──────── Listed records

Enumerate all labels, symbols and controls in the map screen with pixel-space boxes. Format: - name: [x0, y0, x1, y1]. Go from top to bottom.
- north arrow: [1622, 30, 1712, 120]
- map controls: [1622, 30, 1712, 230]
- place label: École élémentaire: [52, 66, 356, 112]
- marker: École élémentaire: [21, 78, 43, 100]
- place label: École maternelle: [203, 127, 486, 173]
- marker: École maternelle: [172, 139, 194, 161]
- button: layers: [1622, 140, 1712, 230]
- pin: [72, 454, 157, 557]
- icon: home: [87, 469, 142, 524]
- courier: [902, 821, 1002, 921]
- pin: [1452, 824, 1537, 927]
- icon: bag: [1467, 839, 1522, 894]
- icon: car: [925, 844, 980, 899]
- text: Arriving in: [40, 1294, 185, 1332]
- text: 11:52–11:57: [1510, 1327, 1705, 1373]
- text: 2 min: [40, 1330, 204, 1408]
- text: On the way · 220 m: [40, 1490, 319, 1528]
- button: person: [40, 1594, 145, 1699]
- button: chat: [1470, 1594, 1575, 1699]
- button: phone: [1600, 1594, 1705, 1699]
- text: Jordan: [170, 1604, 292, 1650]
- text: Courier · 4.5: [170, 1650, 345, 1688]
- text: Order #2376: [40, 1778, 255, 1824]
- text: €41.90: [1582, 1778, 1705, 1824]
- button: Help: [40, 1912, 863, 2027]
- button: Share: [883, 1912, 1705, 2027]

────────────────

An exact copy of the listing is what's needed here.

Exercise response ▸
Enumerate all labels, symbols and controls in the map screen with pixel-space boxes. Format: - name: [x0, y0, x1, y1]. Go from top to bottom.
- north arrow: [1622, 30, 1712, 120]
- map controls: [1622, 30, 1712, 230]
- place label: École élémentaire: [52, 66, 356, 112]
- marker: École élémentaire: [21, 78, 43, 100]
- place label: École maternelle: [203, 127, 486, 173]
- marker: École maternelle: [172, 139, 194, 161]
- button: layers: [1622, 140, 1712, 230]
- pin: [72, 454, 157, 557]
- icon: home: [87, 469, 142, 524]
- courier: [902, 821, 1002, 921]
- pin: [1452, 824, 1537, 927]
- icon: bag: [1467, 839, 1522, 894]
- icon: car: [925, 844, 980, 899]
- text: Arriving in: [40, 1294, 185, 1332]
- text: 11:52–11:57: [1510, 1327, 1705, 1373]
- text: 2 min: [40, 1330, 204, 1408]
- text: On the way · 220 m: [40, 1490, 319, 1528]
- button: person: [40, 1594, 145, 1699]
- button: chat: [1470, 1594, 1575, 1699]
- button: phone: [1600, 1594, 1705, 1699]
- text: Jordan: [170, 1604, 292, 1650]
- text: Courier · 4.5: [170, 1650, 345, 1688]
- text: Order #2376: [40, 1778, 255, 1824]
- text: €41.90: [1582, 1778, 1705, 1824]
- button: Help: [40, 1912, 863, 2027]
- button: Share: [883, 1912, 1705, 2027]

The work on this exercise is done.